++++ STORED DATA ++++

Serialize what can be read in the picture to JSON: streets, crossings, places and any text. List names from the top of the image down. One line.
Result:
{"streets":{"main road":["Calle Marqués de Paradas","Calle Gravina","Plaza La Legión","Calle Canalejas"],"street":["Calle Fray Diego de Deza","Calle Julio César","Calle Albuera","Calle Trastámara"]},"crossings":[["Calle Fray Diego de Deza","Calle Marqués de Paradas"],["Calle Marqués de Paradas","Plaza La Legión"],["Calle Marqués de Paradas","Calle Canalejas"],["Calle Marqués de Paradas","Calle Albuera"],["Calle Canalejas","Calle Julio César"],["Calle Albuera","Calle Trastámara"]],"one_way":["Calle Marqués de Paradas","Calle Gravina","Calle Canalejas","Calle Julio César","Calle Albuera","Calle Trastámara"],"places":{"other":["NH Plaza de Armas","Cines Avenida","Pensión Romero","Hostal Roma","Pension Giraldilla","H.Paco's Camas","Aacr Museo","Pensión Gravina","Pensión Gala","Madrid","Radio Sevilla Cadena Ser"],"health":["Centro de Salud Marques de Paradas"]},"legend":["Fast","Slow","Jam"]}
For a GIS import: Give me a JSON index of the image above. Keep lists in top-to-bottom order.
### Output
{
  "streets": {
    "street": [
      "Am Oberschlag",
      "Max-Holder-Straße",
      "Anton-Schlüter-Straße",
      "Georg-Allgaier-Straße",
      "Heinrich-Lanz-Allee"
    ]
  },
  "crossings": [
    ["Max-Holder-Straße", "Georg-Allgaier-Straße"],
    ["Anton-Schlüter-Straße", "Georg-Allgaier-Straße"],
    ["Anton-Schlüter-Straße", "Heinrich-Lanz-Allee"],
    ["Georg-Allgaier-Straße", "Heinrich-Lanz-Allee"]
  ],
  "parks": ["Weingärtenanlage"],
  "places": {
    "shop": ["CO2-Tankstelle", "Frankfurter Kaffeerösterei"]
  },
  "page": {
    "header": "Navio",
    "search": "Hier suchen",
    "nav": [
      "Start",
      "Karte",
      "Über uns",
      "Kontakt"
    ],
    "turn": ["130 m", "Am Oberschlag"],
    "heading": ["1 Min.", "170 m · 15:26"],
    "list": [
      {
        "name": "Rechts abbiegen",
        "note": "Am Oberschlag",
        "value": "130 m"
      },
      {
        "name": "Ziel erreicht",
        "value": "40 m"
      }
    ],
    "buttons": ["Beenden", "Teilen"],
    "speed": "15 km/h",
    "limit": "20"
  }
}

++++

Retype each record. Keep every character as it is.

## [TASK ANSWER]
Serialize what can be read in the picture to JSON: streets, crossings, places and any text. List names from the top of the image down. One line.
Result:
{"streets":{"main road":["Calle Marqués de Paradas","Calle Gravina","Plaza La Legión","Calle Canalejas"],"street":["Calle Fray Diego de Deza","Calle Julio César","Calle Albuera","Calle Trastámara"]},"crossings":[["Calle Fray Diego de Deza","Calle Marqués de Paradas"],["Calle Marqués de Paradas","Plaza La Legión"],["Calle Marqués de Paradas","Calle Canalejas"],["Calle Marqués de Paradas","Calle Albuera"],["Calle Canalejas","Calle Julio César"],["Calle Albuera","Calle Trastámara"]],"one_way":["Calle Marqués de Paradas","Calle Gravina","Calle Canalejas","Calle Julio César","Calle Albuera","Calle Trastámara"],"places":{"other":["NH Plaza de Armas","Cines Avenida","Pensión Romero","Hostal Roma","Pension Giraldilla","H.Paco's Camas","Aacr Museo","Pensión Gravina","Pensión Gala","Madrid","Radio Sevilla Cadena Ser"],"health":["Centro de Salud Marques de Paradas"]},"legend":["Fast","Slow","Jam"]}
For a GIS import: Give me a JSON index of the image above. Keep lists in top-to-bottom order.
### Output
{
  "streets": {
    "street": [
      "Am Oberschlag",
      "Max-Holder-Straße",
      "Anton-Schlüter-Straße",
      "Georg-Allgaier-Straße",
      "Heinrich-Lanz-Allee"
    ]
  },
  "crossings": [
    ["Max-Holder-Straße", "Georg-Allgaier-Straße"],
    ["Anton-Schlüter-Straße", "Georg-Allgaier-Straße"],
    ["Anton-Schlüter-Straße", "Heinrich-Lanz-Allee"],
    ["Georg-Allgaier-Straße", "Heinrich-Lanz-Allee"]
  ],
  "parks": ["Weingärtenanlage"],
  "places": {
    "shop": ["CO2-Tankstelle", "Frankfurter Kaffeerösterei"]
  },
  "page": {
    "header": "Navio",
    "search": "Hier suchen",
    "nav": [
      "Start",
      "Karte",
      "Über uns",
      "Kontakt"
    ],
    "turn": ["130 m", "Am Oberschlag"],
    "heading": ["1 Min.", "170 m · 15:26"],
    "list": [
      {
        "name": "Rechts abbiegen",
        "note": "Am Oberschlag",
        "value": "130 m"
      },
      {
        "name": "Ziel erreicht",
        "value": "40 m"
      }
    ],
    "buttons": ["Beenden", "Teilen"],
    "speed": "15 km/h",
    "limit": "20"
  }
}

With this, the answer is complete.